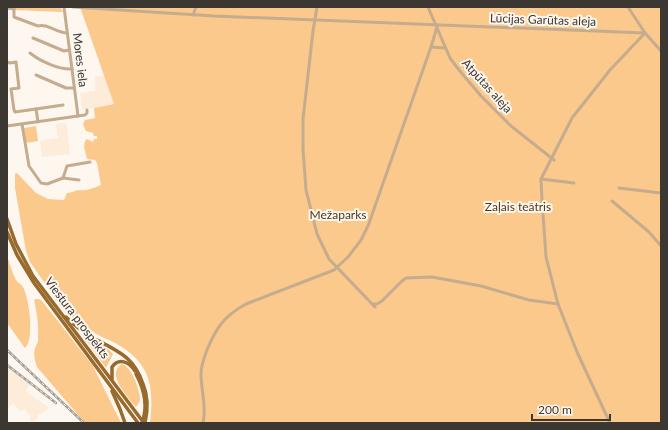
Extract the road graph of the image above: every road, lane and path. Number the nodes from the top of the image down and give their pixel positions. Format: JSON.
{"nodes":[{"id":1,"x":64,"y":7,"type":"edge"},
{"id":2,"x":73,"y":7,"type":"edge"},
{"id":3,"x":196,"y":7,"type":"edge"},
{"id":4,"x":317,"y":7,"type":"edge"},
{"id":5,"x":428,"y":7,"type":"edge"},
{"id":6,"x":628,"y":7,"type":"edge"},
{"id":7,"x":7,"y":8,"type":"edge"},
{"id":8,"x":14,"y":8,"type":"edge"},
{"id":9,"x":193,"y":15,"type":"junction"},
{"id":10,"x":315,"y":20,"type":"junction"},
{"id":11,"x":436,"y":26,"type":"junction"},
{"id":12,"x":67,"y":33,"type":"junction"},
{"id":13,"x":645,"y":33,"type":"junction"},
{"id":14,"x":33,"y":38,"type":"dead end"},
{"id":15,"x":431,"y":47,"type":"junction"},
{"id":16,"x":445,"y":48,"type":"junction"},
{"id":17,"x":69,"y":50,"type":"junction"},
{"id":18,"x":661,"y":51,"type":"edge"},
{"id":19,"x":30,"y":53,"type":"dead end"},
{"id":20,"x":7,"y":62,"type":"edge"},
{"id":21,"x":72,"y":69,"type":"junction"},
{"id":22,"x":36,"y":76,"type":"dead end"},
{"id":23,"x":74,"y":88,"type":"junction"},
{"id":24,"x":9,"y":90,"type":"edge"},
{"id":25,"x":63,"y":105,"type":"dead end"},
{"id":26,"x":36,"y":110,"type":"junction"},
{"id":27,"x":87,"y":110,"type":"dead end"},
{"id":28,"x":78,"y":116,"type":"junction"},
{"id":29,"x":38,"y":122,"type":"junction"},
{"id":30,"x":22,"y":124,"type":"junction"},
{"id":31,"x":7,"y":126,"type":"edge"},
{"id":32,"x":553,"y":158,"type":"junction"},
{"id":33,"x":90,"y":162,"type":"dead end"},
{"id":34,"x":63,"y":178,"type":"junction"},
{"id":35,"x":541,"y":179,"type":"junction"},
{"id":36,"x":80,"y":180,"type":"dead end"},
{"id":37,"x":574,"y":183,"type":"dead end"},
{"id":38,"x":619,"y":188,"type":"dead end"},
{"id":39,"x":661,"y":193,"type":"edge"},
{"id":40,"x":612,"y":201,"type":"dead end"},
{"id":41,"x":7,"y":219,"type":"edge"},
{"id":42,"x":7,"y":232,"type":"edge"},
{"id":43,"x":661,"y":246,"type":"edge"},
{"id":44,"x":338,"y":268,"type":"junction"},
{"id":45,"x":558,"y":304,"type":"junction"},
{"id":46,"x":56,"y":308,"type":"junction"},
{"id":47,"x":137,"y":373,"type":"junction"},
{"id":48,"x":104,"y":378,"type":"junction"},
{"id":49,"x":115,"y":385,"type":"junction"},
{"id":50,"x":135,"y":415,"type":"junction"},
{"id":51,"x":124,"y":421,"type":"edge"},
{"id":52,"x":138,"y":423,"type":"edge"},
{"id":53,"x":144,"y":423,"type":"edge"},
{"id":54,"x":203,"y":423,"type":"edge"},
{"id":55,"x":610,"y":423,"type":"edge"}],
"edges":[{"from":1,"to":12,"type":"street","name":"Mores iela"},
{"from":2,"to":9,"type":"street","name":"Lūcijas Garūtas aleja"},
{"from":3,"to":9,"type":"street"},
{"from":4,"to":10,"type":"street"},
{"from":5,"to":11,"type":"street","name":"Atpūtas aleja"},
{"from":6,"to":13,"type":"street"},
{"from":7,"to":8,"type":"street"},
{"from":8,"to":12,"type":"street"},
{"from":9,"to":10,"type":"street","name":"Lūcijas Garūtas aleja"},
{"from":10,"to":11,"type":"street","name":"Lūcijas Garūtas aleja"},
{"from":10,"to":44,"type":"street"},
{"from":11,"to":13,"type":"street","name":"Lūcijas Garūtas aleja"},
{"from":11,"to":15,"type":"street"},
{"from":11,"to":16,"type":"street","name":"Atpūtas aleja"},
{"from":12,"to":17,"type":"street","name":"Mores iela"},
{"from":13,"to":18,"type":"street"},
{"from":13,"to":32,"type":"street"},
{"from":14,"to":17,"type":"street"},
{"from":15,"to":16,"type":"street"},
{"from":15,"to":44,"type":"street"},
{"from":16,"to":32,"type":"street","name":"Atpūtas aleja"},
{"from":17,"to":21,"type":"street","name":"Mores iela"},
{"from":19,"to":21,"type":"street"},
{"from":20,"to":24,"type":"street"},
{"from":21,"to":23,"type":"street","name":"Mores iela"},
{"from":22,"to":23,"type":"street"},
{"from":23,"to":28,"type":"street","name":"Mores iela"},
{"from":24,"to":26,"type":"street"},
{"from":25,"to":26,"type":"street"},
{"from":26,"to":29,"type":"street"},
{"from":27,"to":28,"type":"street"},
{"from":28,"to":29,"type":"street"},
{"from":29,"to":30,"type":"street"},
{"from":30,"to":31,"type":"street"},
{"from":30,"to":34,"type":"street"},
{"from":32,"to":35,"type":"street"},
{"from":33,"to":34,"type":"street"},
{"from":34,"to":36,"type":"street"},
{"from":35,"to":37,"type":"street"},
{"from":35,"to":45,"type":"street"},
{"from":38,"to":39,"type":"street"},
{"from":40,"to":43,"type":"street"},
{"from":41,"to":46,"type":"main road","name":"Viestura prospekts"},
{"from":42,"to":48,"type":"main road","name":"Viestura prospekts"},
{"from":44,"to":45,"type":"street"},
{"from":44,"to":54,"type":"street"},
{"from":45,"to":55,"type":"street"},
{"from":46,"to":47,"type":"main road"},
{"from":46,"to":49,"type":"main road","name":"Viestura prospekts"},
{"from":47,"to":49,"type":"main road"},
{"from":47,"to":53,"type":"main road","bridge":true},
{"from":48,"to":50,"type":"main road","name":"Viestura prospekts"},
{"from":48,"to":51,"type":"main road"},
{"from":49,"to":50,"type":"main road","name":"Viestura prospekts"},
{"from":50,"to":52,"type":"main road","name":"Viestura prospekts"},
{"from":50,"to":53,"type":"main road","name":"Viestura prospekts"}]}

» What you will do
In the entries above, some lines hold the string "Mores". Copy each of them.

» Result for this exercise
"edges":[{"from":1,"to":12,"type":"street","name":"Mores iela"},
{"from":12,"to":17,"type":"street","name":"Mores iela"},
{"from":17,"to":21,"type":"street","name":"Mores iela"},
{"from":21,"to":23,"type":"street","name":"Mores iela"},
{"from":23,"to":28,"type":"street","name":"Mores iela"},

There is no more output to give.